AIRアプリケーションのインストールダイアログ |
このダイアログは、アプリケーションの発行者が信頼できるか、無制限のシステムアクセスを要求しているかなど、セキュリティに関する非常に重要な情報を提示している。ここで「Install」をクリックすれば、アプリケーションのインストールが行われる。
インストールが完了すれば、デスクトップにアプリケーションの起動アイコンが作成され、「プログラムの追加と削除」などからアプリケーションのアンインストールが行えるようになる。
AIRβ版で利用可能な機能AIRβ版の主な特徴としては、以下のようなものが挙げられる。

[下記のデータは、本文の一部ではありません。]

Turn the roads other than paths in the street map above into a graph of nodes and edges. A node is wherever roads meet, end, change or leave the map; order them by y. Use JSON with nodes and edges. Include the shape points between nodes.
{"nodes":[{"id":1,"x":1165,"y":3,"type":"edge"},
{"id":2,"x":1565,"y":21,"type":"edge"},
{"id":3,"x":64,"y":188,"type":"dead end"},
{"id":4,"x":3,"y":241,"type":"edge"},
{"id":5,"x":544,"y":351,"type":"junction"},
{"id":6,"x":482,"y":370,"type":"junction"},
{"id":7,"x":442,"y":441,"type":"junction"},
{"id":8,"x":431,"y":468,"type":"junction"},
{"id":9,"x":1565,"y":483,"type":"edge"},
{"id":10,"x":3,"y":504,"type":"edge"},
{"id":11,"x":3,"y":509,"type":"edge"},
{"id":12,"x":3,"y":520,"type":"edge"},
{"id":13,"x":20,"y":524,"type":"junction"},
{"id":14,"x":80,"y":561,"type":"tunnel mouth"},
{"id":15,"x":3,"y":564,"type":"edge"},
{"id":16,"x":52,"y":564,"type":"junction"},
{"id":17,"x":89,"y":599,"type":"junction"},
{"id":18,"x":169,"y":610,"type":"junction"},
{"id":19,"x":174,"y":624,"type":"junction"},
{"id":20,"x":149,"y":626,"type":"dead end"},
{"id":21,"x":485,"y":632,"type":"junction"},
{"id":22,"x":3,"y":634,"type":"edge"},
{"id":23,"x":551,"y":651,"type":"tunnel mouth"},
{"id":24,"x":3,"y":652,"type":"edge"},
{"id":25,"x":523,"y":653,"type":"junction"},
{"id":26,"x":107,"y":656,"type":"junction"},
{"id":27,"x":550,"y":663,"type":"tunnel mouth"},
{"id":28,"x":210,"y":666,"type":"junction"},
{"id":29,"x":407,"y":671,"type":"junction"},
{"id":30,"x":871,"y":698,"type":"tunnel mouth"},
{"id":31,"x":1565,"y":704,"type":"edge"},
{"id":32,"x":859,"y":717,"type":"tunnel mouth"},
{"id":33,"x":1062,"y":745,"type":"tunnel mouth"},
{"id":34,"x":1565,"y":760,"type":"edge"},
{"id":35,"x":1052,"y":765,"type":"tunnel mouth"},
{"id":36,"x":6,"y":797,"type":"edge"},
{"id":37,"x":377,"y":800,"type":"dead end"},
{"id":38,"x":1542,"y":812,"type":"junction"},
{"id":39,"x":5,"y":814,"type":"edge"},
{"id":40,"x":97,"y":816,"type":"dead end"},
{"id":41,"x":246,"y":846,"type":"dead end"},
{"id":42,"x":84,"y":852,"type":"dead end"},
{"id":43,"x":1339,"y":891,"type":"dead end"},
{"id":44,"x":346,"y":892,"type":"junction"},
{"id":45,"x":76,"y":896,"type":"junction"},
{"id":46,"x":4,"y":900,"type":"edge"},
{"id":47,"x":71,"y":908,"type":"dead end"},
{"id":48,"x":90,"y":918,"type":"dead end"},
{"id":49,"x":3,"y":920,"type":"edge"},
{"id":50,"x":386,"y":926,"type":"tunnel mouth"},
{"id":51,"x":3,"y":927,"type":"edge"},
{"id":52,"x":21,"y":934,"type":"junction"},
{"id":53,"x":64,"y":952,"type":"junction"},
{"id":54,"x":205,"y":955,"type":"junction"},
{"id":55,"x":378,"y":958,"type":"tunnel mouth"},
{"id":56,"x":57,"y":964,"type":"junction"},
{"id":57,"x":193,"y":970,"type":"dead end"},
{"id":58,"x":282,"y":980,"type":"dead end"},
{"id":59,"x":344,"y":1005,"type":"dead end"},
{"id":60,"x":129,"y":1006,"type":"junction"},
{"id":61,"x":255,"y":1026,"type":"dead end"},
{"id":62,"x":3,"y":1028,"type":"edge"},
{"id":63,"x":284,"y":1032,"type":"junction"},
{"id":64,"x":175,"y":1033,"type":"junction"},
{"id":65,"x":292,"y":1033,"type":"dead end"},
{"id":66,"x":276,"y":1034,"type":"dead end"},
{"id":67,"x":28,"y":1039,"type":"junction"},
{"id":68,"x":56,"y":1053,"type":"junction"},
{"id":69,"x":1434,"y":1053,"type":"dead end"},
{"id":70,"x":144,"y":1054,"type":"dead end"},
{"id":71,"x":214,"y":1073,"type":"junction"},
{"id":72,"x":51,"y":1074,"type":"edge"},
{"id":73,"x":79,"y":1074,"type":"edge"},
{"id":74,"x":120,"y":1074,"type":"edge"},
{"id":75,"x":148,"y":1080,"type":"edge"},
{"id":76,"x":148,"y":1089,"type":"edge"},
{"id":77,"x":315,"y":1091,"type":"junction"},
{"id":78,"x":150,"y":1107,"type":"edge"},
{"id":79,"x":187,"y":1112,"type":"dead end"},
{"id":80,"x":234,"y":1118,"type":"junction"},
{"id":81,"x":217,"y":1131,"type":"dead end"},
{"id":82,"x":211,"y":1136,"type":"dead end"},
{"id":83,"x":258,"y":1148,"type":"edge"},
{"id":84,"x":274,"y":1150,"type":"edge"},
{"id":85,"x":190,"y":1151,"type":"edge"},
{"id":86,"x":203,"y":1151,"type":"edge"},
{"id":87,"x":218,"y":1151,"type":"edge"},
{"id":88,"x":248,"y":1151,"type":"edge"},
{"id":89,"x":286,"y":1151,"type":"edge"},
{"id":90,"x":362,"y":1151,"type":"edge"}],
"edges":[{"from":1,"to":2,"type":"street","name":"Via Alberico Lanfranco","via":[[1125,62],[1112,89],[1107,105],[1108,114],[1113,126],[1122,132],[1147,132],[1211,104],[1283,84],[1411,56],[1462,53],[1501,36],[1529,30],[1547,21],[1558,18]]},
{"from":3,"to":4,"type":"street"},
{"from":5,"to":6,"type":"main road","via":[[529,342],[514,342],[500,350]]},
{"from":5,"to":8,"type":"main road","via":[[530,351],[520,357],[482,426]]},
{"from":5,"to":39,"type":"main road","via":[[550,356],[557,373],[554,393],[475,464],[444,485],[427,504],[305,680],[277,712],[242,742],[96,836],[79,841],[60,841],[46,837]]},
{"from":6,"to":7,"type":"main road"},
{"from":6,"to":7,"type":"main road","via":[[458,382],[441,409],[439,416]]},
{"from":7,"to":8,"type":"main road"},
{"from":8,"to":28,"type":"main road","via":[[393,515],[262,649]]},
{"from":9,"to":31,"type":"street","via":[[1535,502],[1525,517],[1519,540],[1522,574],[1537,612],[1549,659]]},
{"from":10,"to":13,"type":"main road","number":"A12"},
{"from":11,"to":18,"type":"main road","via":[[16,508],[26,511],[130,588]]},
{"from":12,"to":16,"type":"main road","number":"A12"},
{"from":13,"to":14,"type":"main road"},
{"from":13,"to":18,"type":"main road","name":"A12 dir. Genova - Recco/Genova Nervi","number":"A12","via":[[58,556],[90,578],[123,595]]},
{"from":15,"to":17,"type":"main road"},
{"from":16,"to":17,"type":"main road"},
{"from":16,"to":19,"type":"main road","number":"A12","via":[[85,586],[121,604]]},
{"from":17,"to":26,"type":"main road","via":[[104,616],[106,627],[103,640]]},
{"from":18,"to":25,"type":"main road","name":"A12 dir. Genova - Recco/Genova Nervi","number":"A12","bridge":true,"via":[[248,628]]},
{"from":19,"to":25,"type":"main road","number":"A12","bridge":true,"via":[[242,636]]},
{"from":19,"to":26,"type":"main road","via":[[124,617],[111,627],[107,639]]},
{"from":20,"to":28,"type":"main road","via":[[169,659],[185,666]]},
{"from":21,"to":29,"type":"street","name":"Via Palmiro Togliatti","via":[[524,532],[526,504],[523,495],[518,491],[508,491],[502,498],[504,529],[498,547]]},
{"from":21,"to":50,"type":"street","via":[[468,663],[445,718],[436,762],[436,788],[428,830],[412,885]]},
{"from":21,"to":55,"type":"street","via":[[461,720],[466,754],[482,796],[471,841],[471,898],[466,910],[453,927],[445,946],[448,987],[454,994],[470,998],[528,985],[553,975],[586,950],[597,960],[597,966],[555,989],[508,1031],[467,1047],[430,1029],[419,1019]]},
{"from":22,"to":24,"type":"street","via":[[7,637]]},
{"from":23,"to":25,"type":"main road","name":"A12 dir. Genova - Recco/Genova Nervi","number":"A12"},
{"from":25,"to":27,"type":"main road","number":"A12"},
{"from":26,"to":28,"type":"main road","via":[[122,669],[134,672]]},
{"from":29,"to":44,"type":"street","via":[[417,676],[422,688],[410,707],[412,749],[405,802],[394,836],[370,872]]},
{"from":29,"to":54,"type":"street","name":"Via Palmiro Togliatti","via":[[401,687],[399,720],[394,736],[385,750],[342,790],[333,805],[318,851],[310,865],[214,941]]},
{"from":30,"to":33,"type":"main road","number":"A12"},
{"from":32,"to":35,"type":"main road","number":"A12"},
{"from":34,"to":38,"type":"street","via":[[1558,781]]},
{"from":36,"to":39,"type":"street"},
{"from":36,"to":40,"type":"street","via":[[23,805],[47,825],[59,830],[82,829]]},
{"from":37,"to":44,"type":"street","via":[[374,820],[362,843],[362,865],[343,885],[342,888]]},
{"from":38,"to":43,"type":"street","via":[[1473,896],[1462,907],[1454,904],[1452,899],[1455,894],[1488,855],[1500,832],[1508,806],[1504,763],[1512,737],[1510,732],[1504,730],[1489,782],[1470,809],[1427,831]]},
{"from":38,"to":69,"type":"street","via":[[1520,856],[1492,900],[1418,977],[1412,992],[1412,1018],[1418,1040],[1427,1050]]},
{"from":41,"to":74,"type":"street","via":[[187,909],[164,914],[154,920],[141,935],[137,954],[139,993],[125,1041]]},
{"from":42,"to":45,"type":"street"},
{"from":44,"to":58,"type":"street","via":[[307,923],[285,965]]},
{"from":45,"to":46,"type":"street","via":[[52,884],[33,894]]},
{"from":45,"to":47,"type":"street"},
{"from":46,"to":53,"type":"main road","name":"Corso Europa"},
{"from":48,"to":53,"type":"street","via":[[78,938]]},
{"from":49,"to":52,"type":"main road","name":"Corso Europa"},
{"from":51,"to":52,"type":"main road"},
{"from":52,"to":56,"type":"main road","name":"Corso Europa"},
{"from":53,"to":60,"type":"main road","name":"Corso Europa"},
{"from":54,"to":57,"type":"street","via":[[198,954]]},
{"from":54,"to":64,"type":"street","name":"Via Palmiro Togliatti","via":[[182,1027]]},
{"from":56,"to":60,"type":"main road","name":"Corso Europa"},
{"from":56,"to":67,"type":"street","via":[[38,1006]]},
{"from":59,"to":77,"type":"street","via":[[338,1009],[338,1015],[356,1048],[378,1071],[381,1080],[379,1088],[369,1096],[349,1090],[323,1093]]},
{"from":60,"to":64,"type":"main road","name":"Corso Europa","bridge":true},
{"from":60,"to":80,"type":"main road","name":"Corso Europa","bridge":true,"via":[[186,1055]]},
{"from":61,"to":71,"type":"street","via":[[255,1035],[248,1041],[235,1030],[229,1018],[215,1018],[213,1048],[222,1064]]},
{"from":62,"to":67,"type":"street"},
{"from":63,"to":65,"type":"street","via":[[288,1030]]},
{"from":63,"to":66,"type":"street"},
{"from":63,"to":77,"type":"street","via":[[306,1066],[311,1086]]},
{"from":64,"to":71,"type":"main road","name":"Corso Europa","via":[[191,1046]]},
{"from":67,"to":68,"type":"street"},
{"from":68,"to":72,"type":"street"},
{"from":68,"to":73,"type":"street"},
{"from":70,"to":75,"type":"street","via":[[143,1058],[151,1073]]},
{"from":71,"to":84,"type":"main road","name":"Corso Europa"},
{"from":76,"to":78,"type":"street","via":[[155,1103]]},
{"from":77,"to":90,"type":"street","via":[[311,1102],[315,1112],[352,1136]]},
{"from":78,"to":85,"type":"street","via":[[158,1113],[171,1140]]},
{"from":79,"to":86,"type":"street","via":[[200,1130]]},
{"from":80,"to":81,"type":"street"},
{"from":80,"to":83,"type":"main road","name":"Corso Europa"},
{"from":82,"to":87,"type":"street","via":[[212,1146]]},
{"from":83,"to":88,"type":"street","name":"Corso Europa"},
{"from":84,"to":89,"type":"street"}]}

- AIRが全ての描画を行うため、矩形に捕われないうえ、透明な背景を持てるなど、特殊なウィンドウの作成が可能
- HTMLレンダリングエンジンと統合されているため、Webページに対して様々な効果を施すことが可能。Webページ上のJavaScriptとも連携できる
- PDF表示をサポートしている
- ファイルシステムへのフルアクセスが可能
- SQLiteを内包していることにより、ローカルSQLデータベースを利用可能
- ネイティブ環境と完全に統合されたドラッグ&ドロップ/コピー&ペーストを使用できる
- アクセス先ドメインを限定しない、自由なインターネットアクセスが可能
- プログラムによる、アプリケーションのアップデートが行える
本連載では、これらを実現する全ての機能を説明していきたいと考えている。次回以降に期待していただきたい。
AIRのロードマップ
3月にα版リリース(当時はApollo)、6月にβ版リリースと、順調にリリーススケジュールを消化しているAIRであるが、今後のロードマップについては現在のところ、以下のように発表されている。
Apollo mini Camp@Tokyoで発表されたAIR (Apollo)のロードマップ
これによると、正式リリースは2007年秋から冬にかけて行われるようだ。2008年初頭にリリースされる予定のバージョン1.xは、日本語を含む各国語対応が主な変更点になるという。